Data for this task section start
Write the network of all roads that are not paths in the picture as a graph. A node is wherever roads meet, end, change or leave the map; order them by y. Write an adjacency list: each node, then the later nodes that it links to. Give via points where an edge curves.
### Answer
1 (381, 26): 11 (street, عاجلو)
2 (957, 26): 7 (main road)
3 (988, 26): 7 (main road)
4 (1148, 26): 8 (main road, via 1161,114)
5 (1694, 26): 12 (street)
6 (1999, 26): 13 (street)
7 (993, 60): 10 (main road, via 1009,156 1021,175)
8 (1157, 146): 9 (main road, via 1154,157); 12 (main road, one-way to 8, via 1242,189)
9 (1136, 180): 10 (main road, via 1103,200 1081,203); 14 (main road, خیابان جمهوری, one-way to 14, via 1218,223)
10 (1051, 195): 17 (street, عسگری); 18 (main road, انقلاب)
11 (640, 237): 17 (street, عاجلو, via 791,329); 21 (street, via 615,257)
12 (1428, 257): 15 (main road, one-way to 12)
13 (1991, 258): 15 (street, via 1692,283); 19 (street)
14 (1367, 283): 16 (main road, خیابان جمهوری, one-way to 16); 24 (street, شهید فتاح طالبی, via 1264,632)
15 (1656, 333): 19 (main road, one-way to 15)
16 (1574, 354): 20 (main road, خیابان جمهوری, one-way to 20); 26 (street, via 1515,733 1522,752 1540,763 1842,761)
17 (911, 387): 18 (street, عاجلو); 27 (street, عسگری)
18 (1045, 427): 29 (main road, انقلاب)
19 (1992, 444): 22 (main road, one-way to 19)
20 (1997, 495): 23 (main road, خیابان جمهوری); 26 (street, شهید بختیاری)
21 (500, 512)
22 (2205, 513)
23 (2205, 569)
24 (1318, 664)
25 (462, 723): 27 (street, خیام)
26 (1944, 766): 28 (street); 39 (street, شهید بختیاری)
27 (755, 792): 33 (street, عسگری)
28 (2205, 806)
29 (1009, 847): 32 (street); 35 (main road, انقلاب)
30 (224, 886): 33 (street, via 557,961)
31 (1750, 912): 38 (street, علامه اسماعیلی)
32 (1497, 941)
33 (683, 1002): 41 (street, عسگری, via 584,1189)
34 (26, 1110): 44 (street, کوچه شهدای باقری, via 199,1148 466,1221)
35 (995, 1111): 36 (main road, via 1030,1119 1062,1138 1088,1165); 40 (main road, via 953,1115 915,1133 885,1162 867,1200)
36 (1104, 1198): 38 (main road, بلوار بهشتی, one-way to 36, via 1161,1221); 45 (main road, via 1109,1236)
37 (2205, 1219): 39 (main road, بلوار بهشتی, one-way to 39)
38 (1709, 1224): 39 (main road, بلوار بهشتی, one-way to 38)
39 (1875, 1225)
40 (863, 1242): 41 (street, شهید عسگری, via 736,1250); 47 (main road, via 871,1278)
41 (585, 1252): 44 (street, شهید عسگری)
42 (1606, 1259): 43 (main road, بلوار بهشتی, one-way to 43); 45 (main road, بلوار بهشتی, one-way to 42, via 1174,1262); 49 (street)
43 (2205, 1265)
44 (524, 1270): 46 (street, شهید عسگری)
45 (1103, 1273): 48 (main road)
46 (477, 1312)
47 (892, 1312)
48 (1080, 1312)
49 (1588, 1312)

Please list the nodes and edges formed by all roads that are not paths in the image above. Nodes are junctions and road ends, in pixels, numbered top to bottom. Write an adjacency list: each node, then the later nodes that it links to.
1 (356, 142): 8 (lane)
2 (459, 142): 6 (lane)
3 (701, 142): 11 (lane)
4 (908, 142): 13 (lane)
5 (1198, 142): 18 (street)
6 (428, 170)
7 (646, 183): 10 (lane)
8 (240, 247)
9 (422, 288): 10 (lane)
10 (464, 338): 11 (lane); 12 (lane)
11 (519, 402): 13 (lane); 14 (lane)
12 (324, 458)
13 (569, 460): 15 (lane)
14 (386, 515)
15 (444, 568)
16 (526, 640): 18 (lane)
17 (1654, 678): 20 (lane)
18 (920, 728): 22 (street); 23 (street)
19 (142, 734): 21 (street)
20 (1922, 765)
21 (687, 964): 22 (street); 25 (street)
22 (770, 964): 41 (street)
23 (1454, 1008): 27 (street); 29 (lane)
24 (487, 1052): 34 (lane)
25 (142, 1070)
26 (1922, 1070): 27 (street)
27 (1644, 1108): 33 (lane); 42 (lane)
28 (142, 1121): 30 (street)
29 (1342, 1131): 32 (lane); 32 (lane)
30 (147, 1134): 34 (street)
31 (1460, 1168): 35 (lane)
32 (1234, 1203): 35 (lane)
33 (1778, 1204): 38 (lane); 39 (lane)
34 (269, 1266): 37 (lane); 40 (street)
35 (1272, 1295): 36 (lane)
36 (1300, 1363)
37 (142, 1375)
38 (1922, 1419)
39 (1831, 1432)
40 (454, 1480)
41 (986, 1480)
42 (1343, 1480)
Data for this task section end
Exercise goal | Take every line above that includes "Write" and list it.

Expected output |
Write the network of all roads that are not paths in the picture as a graph. A node is wherever roads meet, end, change or leave the map; order them by y. Write an adjacency list: each node, then the later nodes that it links to. Give via points where an edge curves.
Please list the nodes and edges formed by all roads that are not paths in the image above. Nodes are junctions and road ends, in pixels, numbered top to bottom. Write an adjacency list: each node, then the later nodes that it links to.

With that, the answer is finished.